To do >> From the records below, return every line containing the word "down".

Materials provided >>
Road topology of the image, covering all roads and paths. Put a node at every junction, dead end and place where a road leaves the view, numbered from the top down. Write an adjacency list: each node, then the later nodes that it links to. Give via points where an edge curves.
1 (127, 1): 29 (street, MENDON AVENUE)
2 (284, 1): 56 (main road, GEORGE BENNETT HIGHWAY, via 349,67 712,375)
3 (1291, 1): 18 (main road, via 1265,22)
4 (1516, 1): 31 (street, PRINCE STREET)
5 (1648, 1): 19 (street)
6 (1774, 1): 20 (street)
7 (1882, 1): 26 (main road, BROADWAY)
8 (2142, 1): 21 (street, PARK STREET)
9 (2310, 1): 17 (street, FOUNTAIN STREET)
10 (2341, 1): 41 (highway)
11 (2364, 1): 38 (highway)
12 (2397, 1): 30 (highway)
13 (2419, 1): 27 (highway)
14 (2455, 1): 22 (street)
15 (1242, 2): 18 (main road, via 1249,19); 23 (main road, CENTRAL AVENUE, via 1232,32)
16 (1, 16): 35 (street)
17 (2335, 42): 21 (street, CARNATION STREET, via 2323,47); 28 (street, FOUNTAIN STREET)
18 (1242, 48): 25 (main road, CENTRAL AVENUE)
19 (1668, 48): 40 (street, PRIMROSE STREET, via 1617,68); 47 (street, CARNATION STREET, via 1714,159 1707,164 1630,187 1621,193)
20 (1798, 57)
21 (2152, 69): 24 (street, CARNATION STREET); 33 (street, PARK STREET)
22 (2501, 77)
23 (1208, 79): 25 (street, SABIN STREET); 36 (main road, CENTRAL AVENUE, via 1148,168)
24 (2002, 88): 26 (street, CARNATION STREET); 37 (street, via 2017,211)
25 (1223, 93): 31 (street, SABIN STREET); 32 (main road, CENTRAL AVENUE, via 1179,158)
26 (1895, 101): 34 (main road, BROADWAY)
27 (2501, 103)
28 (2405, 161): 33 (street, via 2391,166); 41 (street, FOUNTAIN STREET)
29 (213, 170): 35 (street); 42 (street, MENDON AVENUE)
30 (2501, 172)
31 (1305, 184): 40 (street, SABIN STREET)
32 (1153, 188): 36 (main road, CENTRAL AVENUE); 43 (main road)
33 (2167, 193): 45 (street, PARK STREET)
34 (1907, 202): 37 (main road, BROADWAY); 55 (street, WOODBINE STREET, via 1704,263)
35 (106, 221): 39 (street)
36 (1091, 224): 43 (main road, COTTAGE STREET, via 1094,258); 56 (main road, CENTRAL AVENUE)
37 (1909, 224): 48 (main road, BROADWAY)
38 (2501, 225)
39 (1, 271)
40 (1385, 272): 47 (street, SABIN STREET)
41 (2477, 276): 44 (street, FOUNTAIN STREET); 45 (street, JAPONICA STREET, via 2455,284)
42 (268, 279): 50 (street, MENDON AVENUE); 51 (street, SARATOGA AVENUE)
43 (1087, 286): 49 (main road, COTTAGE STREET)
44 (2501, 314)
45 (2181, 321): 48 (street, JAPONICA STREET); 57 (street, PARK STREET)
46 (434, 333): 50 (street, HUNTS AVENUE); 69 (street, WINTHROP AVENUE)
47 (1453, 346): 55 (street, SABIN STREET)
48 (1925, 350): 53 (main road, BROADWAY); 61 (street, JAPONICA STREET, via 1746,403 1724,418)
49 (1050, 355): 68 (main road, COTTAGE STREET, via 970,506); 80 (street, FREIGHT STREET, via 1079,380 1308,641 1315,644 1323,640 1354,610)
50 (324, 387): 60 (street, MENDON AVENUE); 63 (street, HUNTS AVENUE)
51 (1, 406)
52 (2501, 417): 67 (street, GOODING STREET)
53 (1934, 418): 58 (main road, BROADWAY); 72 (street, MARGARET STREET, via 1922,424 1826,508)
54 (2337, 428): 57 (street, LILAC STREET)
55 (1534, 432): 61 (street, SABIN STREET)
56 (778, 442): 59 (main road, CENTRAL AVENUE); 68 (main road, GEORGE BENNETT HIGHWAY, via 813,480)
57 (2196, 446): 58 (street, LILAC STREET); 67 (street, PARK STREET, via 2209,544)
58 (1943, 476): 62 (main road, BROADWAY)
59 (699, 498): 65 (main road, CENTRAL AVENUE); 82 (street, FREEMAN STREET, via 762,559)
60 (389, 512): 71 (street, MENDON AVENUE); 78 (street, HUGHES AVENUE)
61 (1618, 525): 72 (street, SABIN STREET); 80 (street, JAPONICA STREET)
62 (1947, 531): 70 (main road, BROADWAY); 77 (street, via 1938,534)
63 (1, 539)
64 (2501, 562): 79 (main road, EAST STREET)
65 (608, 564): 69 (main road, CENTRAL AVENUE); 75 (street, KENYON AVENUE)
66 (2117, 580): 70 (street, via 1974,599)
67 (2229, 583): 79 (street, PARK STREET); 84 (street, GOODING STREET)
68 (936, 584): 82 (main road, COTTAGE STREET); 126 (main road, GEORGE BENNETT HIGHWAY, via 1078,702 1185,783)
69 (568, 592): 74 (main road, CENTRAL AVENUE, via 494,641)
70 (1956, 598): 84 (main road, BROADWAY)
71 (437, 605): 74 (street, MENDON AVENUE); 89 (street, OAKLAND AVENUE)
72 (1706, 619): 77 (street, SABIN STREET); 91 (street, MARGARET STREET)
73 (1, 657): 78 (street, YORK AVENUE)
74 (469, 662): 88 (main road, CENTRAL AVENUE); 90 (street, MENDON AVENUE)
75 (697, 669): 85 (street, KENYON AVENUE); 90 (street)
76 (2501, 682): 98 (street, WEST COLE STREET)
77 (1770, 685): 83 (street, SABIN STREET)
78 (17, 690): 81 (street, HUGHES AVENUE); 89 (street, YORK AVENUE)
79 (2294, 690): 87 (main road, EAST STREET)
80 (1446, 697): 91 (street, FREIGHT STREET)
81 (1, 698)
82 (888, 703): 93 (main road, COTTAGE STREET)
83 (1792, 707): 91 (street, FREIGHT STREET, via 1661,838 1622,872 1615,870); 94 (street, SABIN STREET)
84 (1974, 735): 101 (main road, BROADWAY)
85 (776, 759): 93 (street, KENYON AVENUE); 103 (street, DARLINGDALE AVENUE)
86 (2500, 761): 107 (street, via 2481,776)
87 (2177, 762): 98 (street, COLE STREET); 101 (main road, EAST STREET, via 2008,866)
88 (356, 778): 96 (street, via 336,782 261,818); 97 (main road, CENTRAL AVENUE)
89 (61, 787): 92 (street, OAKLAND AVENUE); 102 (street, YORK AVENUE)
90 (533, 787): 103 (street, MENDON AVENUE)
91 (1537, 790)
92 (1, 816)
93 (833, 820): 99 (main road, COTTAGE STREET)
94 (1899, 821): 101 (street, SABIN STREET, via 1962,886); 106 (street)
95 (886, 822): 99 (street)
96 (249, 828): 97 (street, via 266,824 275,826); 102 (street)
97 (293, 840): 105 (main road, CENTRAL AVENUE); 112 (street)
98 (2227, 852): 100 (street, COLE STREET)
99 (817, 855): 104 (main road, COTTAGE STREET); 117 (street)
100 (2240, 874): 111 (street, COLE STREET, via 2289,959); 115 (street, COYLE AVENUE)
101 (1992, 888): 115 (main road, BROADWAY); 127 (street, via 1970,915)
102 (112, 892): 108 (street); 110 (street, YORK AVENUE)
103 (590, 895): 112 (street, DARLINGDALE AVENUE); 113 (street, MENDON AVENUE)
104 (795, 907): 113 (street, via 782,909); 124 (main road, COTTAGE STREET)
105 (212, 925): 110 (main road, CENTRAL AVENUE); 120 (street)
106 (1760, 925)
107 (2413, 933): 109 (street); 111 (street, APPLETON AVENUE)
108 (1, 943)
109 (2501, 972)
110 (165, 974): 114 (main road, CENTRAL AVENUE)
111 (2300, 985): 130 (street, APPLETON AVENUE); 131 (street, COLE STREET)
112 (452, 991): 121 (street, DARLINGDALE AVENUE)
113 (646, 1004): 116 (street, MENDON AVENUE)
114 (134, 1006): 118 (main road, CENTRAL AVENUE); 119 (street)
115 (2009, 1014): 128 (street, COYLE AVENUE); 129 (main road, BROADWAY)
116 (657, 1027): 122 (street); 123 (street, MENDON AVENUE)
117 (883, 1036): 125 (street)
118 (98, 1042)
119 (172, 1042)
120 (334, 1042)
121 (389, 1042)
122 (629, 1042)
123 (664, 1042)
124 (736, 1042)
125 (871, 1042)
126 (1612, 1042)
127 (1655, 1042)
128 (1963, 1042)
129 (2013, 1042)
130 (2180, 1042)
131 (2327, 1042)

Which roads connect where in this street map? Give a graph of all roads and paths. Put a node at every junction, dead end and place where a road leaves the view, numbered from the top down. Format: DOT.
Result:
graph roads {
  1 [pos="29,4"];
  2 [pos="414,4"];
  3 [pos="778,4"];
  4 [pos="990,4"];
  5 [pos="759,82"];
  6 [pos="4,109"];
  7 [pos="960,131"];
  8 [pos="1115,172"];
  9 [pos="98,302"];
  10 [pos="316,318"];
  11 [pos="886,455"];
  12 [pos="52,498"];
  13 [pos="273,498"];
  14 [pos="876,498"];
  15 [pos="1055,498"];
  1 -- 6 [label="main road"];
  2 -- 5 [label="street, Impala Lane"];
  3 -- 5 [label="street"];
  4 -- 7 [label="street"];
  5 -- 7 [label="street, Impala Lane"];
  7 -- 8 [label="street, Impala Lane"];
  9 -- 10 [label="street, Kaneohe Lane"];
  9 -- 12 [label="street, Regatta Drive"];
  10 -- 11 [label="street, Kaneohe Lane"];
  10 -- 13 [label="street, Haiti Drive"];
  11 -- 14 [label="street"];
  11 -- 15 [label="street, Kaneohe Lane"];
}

Result >>
Road topology of the image, covering all roads and paths. Put a node at every junction, dead end and place where a road leaves the view, numbered from the top down. Write an adjacency list: each node, then the later nodes that it links to. Give via points where an edge curves.
Which roads connect where in this street map? Give a graph of all roads and paths. Put a node at every junction, dead end and place where a road leaves the view, numbered from the top down. Format: DOT.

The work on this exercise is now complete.